(THE PROBLEM) Report the number of lines below in which the word "TUNAS" occurs. Nothing else is needed.

(THE RECORDS)
===

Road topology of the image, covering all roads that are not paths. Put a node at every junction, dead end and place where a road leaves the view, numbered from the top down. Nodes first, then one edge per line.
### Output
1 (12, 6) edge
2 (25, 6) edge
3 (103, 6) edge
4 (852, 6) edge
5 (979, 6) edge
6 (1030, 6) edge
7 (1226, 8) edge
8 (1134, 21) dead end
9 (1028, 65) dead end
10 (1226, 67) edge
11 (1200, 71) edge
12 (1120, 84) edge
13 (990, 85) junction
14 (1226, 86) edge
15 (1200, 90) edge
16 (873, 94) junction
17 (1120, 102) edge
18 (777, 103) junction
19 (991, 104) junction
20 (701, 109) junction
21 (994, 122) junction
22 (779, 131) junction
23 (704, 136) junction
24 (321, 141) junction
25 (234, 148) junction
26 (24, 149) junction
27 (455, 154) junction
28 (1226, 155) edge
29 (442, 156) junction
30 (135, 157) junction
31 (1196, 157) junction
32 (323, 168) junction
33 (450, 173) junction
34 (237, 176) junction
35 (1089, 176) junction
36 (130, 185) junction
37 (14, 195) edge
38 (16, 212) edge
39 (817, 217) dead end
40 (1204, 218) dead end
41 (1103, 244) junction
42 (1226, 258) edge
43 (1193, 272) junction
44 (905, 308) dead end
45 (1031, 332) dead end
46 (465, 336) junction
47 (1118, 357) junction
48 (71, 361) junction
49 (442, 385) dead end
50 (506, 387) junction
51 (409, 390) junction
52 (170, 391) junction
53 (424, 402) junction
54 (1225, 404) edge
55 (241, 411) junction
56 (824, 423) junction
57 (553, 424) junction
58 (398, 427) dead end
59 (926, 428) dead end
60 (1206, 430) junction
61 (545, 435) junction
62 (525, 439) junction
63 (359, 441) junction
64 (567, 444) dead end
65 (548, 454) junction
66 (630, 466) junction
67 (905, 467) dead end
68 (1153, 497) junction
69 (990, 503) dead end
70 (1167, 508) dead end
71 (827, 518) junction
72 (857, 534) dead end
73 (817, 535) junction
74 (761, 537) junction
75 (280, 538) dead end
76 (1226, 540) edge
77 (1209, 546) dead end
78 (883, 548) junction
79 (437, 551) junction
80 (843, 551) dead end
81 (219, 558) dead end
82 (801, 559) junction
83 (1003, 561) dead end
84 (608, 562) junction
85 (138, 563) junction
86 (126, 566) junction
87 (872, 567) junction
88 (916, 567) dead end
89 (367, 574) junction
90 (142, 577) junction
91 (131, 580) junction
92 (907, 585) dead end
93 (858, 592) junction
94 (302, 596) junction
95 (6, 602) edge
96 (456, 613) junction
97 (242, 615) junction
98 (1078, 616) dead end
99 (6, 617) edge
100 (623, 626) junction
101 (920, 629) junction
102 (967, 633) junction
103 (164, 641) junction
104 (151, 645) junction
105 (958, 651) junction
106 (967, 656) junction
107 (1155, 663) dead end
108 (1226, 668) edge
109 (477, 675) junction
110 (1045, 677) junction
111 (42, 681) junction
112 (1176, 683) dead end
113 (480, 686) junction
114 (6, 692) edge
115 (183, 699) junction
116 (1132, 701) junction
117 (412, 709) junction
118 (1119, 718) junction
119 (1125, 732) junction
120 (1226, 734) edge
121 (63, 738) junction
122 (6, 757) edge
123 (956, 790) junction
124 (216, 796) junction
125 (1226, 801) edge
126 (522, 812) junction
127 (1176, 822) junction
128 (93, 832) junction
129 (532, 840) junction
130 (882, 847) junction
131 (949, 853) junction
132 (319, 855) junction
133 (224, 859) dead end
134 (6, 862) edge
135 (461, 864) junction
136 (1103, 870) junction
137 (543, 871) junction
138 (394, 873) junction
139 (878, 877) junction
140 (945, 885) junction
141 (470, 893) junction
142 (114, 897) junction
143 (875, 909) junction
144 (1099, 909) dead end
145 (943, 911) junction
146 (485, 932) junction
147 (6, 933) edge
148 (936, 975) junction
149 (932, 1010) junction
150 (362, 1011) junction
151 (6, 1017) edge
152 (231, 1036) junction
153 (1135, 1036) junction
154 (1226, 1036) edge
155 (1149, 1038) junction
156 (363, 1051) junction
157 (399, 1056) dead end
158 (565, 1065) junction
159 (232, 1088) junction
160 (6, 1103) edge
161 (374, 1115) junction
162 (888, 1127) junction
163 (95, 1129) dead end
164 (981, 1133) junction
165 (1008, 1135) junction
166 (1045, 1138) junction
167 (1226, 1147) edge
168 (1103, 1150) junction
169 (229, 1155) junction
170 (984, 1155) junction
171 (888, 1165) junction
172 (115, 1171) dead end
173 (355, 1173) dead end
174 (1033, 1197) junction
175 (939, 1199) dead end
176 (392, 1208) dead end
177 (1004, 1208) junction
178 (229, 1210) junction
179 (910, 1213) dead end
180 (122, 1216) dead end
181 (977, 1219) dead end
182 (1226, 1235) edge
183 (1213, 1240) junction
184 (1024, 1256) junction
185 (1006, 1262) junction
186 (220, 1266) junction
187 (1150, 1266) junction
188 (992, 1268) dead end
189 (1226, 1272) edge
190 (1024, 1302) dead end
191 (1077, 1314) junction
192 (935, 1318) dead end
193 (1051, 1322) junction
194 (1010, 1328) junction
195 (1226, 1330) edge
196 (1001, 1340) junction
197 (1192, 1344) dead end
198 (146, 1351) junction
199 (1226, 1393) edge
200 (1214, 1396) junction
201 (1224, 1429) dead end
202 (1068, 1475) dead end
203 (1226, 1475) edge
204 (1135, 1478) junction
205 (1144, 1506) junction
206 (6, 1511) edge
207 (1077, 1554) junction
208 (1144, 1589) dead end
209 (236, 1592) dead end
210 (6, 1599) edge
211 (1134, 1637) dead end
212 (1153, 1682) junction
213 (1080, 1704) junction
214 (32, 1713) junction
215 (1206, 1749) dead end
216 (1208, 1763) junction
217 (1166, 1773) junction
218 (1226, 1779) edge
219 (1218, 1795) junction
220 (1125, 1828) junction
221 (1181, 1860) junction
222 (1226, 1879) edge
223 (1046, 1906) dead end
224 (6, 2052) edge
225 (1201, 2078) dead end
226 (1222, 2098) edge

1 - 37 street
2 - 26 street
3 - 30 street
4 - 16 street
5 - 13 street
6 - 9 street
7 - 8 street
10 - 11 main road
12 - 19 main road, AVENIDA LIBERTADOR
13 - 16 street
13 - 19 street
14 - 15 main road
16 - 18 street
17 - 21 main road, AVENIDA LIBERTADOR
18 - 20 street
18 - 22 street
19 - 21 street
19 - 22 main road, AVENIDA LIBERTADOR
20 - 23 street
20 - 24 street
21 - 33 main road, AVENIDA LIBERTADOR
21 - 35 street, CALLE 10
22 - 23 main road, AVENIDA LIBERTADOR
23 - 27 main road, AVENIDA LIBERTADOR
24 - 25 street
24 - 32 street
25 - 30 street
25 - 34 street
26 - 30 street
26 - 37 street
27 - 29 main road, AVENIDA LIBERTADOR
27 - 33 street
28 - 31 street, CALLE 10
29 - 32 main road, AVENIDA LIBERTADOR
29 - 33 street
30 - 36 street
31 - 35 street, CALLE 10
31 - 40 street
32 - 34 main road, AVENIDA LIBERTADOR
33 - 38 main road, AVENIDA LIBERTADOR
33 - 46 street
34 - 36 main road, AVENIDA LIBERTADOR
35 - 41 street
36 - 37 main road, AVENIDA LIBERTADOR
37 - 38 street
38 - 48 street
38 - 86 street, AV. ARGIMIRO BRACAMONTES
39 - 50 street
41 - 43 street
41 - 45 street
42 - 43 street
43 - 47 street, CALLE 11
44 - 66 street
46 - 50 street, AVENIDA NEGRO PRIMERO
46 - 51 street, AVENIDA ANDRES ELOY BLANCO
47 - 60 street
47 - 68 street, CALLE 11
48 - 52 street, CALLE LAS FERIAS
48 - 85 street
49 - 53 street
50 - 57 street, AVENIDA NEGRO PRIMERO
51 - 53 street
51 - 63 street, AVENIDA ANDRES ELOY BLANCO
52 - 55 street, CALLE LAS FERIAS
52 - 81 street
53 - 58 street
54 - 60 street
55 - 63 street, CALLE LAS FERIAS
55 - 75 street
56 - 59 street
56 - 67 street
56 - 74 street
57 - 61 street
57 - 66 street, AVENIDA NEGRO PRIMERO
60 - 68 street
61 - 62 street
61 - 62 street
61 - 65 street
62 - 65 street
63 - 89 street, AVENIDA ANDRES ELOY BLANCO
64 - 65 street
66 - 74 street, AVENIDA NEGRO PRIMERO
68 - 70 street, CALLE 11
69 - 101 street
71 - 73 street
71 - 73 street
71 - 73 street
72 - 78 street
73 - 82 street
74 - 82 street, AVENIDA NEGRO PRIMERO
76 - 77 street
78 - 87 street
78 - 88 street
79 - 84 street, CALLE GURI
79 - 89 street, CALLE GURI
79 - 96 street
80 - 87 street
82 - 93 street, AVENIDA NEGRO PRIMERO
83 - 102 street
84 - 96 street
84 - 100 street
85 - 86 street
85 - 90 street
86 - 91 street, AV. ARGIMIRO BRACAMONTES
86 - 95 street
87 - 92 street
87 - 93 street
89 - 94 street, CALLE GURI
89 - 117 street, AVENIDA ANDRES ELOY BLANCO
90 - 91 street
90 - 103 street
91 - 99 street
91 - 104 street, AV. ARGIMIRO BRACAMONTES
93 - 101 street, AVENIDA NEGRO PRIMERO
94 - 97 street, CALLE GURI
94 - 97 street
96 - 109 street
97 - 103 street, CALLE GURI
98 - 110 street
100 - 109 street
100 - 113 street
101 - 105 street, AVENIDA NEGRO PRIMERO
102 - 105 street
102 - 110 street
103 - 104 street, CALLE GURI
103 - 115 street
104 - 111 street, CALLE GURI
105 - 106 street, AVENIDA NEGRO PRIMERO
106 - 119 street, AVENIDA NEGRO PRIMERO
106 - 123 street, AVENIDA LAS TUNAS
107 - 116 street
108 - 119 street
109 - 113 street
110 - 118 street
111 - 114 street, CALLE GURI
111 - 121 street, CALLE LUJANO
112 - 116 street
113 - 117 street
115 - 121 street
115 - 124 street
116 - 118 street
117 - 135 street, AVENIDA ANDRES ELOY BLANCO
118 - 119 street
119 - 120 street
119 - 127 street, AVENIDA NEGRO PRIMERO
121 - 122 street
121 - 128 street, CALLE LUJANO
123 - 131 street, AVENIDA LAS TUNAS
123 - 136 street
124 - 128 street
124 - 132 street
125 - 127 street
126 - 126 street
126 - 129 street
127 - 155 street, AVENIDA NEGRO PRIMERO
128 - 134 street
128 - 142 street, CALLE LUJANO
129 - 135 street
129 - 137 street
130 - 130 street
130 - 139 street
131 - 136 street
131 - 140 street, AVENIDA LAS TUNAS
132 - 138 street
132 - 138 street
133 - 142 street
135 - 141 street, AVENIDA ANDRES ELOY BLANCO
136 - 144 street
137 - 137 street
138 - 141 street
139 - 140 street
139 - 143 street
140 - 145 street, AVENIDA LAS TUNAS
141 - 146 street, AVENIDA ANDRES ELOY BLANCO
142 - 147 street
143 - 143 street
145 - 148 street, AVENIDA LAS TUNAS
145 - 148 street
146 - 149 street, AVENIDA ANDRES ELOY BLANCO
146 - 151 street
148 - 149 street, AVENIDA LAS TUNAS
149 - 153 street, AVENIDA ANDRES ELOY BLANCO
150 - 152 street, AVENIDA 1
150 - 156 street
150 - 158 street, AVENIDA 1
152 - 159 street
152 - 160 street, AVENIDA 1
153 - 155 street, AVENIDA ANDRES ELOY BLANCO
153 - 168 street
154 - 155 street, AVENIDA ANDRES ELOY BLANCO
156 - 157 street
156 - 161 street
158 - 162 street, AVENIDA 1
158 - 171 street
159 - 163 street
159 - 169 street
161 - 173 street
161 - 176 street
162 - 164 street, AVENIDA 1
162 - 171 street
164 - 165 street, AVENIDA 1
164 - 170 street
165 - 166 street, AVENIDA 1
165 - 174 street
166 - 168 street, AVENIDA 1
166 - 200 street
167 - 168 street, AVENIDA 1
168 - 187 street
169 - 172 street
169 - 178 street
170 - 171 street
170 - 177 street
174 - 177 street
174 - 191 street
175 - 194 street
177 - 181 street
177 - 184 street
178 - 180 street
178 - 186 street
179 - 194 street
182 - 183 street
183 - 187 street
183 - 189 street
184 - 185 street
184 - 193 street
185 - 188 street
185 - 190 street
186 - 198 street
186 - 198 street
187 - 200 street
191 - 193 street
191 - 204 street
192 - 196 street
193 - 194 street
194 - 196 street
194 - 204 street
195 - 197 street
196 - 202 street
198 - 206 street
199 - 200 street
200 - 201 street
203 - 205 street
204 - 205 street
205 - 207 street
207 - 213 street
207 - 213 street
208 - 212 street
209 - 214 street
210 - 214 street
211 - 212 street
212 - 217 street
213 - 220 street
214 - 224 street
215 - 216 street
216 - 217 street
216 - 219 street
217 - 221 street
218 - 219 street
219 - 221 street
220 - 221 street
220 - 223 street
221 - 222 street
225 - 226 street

===

(SOLUTION) 6